(Stored data entries)
[Start of section]

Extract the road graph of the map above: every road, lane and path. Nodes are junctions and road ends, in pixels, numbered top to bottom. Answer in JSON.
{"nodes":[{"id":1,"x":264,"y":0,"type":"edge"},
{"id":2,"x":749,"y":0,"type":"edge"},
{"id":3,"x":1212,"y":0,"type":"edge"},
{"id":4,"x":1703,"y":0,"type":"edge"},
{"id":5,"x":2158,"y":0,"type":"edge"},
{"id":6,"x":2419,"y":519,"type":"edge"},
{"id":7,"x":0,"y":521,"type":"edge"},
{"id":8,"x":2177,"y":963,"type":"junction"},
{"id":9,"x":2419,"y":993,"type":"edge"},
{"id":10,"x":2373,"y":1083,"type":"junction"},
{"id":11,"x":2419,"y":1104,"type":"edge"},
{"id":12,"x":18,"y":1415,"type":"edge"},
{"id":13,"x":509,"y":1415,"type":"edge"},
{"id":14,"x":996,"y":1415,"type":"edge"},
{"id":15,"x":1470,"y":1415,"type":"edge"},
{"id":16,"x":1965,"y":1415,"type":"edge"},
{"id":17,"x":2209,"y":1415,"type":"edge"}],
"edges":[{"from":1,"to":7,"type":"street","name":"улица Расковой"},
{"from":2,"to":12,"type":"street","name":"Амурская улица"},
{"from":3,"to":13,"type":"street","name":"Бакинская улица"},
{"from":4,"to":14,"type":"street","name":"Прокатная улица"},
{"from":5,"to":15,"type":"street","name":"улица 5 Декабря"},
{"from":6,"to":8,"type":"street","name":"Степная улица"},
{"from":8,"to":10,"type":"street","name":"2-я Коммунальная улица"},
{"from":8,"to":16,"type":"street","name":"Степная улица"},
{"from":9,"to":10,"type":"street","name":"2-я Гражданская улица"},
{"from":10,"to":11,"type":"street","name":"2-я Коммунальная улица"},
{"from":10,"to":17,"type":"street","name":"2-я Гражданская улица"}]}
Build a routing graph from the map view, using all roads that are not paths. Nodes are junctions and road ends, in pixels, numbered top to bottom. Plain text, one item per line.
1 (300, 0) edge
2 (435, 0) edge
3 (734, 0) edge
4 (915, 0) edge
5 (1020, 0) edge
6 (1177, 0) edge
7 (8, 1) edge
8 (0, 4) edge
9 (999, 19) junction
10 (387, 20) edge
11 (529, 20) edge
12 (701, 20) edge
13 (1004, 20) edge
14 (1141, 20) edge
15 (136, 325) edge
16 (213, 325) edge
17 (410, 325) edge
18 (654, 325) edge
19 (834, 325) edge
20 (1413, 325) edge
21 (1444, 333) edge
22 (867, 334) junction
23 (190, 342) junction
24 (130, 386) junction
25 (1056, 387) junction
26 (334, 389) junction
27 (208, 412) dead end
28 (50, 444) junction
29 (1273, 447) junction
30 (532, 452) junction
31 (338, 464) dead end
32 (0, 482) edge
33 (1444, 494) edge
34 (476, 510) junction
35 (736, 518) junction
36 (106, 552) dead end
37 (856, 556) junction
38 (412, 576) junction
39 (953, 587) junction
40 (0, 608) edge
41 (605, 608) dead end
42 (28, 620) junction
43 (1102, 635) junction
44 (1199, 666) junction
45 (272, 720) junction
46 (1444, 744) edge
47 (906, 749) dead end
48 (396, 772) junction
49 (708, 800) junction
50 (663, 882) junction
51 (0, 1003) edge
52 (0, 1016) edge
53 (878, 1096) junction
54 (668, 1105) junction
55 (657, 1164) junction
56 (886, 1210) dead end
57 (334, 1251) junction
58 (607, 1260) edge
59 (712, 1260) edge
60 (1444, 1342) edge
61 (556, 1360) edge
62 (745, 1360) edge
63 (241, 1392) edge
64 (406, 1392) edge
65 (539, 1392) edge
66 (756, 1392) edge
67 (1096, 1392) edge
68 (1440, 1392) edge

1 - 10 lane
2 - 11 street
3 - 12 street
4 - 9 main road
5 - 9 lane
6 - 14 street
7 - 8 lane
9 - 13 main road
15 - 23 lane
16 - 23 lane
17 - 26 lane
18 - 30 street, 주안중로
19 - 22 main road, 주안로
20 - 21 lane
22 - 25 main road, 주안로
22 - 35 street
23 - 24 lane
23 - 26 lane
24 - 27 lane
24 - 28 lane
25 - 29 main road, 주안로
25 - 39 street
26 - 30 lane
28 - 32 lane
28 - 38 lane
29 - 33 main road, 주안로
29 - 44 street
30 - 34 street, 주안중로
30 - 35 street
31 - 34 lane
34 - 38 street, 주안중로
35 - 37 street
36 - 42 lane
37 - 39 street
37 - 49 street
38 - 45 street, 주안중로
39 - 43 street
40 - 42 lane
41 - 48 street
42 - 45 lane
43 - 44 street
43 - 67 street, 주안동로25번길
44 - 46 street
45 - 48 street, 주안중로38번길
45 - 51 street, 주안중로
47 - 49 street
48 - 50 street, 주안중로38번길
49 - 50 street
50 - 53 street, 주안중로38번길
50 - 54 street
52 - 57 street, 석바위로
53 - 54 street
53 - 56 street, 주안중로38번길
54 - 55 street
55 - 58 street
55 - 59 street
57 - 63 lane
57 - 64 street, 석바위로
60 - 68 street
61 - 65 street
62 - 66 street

[End of section]

◆ **Problem details**: Please report, as a bare number, how many lines of the data contain the word "dead".

◆ **Exercise solution**: 6